Signature: _________________________________ Date: _____________


</TABLE>

                                                                      
<PAGE>   28
FIDELITY MANAGEMENT TRUST COMPANY                   82 Devonshire Street
                                                    Boston, Massachusetts 02109


To:     Participants in The Neiman Marcus Group, Inc.
        Employee Savings Plan

From:   Fidelity Management Trust Company
        Trustee of the Employee Savings Plan

Date:   December 8, 1998



As a participant in The Neiman Marcus Group, Inc. Employee Savings Plan, which
owns shares of The Neiman Marcus Group, Inc., you are entitled to instruct the
Trustee on how to vote the shares of The Neiman Marcus Group, Inc.

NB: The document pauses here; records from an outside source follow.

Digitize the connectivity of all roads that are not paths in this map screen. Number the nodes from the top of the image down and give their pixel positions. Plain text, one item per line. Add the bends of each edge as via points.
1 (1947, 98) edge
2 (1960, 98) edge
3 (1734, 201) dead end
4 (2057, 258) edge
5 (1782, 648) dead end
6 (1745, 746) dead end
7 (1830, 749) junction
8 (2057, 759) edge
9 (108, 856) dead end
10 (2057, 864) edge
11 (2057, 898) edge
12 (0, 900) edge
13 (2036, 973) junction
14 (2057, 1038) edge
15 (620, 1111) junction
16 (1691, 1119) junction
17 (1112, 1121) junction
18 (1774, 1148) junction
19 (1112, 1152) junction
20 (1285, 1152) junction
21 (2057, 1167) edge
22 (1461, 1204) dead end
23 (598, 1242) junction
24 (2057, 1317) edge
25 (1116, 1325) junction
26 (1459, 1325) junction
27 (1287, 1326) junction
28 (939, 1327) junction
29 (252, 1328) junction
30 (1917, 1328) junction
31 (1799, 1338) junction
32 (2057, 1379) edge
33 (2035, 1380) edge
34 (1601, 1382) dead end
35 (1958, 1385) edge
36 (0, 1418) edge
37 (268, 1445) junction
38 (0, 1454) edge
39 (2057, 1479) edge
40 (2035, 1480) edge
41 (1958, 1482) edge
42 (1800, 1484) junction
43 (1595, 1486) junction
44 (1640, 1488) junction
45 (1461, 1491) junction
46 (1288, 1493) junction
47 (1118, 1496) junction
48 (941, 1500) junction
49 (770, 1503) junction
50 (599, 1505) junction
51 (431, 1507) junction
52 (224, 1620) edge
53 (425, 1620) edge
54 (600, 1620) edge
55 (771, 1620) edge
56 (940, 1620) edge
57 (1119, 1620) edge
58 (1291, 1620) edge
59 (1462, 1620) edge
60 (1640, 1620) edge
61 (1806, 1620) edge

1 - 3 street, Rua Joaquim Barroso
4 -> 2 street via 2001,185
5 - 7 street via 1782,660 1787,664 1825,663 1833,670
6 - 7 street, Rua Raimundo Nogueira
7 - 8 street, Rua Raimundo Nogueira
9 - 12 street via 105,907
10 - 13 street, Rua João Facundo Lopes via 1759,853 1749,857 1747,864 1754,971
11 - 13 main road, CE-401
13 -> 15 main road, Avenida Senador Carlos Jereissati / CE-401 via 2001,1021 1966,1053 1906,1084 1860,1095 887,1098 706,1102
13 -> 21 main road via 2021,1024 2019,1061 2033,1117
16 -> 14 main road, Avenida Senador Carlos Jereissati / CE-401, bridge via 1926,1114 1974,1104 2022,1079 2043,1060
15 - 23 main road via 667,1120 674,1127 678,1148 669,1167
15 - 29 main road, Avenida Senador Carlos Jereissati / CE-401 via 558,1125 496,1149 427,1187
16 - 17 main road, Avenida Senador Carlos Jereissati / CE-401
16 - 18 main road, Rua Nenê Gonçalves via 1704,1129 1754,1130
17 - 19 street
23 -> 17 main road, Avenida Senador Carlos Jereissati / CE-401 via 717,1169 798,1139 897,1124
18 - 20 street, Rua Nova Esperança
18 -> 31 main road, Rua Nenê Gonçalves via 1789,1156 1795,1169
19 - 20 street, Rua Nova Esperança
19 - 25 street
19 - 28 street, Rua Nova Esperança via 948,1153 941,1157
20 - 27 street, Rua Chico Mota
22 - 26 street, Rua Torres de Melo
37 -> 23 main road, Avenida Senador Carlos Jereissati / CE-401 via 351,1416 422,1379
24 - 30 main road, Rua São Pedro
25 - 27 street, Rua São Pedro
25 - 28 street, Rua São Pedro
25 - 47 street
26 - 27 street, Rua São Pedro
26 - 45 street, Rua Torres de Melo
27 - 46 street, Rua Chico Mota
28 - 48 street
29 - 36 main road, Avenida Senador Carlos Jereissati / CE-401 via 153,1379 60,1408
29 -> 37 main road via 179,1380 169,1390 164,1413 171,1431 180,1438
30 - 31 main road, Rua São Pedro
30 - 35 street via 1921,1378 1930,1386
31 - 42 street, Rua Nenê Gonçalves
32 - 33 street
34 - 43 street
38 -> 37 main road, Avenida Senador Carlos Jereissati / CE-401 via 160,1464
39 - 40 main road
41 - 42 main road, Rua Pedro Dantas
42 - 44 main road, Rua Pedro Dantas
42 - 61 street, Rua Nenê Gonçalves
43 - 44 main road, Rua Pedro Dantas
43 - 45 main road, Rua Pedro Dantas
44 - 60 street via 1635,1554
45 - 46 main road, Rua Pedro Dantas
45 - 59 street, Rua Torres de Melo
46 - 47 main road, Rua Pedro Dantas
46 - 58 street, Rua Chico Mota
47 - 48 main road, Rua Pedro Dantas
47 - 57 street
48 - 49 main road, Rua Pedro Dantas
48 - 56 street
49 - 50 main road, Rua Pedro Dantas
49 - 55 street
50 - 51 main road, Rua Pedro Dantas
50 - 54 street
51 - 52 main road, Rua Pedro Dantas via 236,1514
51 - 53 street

Common Stock
credited to your account on matters scheduled to come before the Annual Meeting
of Stockholders of The Neiman Marcus Group, Inc. to be held on Friday, January
15, 1999.

A proxy statement, voting instruction card and return envelope are enclosed.
Please complete, date and sign the voting instruction card and mail it in the
return envelope to exercise your right to direct the Trustee with respect to
shares of The Neiman Marcus Group, Inc. credited to your account. Your
directions to the Trustee will be tabulated confidentially, and will not be
revealed to The Neiman Marcus Group, Inc. The completed and signed voting
instruction card must be received by January 14, 1999. If your card is not
received by January 14, 1999, the shares credited to your account will not be
voted.

If you own shares of The Neiman Marcus Group, Inc. outside of the Employee
Savings Plan, you will receive similar materials for those shares in a
separate mailing. Please return both cards in their separate return envelopes if
you wish to fully participate in the matters being submitted to the
stockholders of The Neiman Marcus Group, Inc.